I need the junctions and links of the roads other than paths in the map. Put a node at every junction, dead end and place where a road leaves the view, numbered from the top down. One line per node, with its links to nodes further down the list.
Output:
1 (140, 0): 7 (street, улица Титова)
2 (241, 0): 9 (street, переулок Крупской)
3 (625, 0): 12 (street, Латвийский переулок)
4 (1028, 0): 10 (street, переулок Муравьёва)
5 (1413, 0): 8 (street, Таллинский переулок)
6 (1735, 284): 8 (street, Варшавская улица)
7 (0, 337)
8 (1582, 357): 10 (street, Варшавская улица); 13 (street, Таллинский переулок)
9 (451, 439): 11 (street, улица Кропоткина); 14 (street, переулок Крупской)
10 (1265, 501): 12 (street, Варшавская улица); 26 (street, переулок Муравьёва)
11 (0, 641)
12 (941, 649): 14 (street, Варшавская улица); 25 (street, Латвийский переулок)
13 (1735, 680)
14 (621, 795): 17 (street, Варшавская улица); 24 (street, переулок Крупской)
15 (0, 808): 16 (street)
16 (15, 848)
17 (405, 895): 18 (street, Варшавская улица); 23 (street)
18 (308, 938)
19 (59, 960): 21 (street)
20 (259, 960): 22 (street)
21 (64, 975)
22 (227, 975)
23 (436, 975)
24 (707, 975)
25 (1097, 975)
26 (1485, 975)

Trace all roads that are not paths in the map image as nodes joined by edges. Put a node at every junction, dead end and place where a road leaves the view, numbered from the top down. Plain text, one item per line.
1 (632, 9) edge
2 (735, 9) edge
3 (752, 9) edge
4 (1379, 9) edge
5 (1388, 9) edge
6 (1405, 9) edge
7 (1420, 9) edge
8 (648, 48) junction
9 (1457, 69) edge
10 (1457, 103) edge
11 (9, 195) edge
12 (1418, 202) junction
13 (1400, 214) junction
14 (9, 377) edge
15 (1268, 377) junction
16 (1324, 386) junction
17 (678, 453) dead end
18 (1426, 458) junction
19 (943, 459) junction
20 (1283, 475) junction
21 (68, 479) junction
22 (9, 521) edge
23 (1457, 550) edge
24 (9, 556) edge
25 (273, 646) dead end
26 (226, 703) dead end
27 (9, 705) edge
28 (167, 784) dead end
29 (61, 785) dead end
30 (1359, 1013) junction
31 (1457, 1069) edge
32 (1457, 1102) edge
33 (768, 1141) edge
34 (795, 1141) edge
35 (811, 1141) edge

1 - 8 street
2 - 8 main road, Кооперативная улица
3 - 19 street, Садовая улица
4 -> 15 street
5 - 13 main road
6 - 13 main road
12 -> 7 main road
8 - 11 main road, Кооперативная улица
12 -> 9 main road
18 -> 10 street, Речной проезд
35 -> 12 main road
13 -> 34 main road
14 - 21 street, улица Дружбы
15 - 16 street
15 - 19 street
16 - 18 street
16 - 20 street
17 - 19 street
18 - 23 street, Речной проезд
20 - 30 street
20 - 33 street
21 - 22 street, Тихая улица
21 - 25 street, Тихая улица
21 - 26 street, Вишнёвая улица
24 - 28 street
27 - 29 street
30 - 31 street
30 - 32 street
******
◆ WORK INSTRUCTIONS
The records must be given again in full, exactly as they were written.

◆ TASK RESULT
I need the junctions and links of the roads other than paths in the map. Put a node at every junction, dead end and place where a road leaves the view, numbered from the top down. One line per node, with its links to nodes further down the list.
Output:
1 (140, 0): 7 (street, улица Титова)
2 (241, 0): 9 (street, переулок Крупской)
3 (625, 0): 12 (street, Латвийский переулок)
4 (1028, 0): 10 (street, переулок Муравьёва)
5 (1413, 0): 8 (street, Таллинский переулок)
6 (1735, 284): 8 (street, Варшавская улица)
7 (0, 337)
8 (1582, 357): 10 (street, Варшавская улица); 13 (street, Таллинский переулок)
9 (451, 439): 11 (street, улица Кропоткина); 14 (street, переулок Крупской)
10 (1265, 501): 12 (street, Варшавская улица); 26 (street, переулок Муравьёва)
11 (0, 641)
12 (941, 649): 14 (street, Варшавская улица); 25 (street, Латвийский переулок)
13 (1735, 680)
14 (621, 795): 17 (street, Варшавская улица); 24 (street, переулок Крупской)
15 (0, 808): 16 (street)
16 (15, 848)
17 (405, 895): 18 (street, Варшавская улица); 23 (street)
18 (308, 938)
19 (59, 960): 21 (street)
20 (259, 960): 22 (street)
21 (64, 975)
22 (227, 975)
23 (436, 975)
24 (707, 975)
25 (1097, 975)
26 (1485, 975)

Trace all roads that are not paths in the map image as nodes joined by edges. Put a node at every junction, dead end and place where a road leaves the view, numbered from the top down. Plain text, one item per line.
1 (632, 9) edge
2 (735, 9) edge
3 (752, 9) edge
4 (1379, 9) edge
5 (1388, 9) edge
6 (1405, 9) edge
7 (1420, 9) edge
8 (648, 48) junction
9 (1457, 69) edge
10 (1457, 103) edge
11 (9, 195) edge
12 (1418, 202) junction
13 (1400, 214) junction
14 (9, 377) edge
15 (1268, 377) junction
16 (1324, 386) junction
17 (678, 453) dead end
18 (1426, 458) junction
19 (943, 459) junction
20 (1283, 475) junction
21 (68, 479) junction
22 (9, 521) edge
23 (1457, 550) edge
24 (9, 556) edge
25 (273, 646) dead end
26 (226, 703) dead end
27 (9, 705) edge
28 (167, 784) dead end
29 (61, 785) dead end
30 (1359, 1013) junction
31 (1457, 1069) edge
32 (1457, 1102) edge
33 (768, 1141) edge
34 (795, 1141) edge
35 (811, 1141) edge

1 - 8 street
2 - 8 main road, Кооперативная улица
3 - 19 street, Садовая улица
4 -> 15 street
5 - 13 main road
6 - 13 main road
12 -> 7 main road
8 - 11 main road, Кооперативная улица
12 -> 9 main road
18 -> 10 street, Речной проезд
35 -> 12 main road
13 -> 34 main road
14 - 21 street, улица Дружбы
15 - 16 street
15 - 19 street
16 - 18 street
16 - 20 street
17 - 19 street
18 - 23 street, Речной проезд
20 - 30 street
20 - 33 street
21 - 22 street, Тихая улица
21 - 25 street, Тихая улица
21 - 26 street, Вишнёвая улица
24 - 28 street
27 - 29 street
30 - 31 street
30 - 32 street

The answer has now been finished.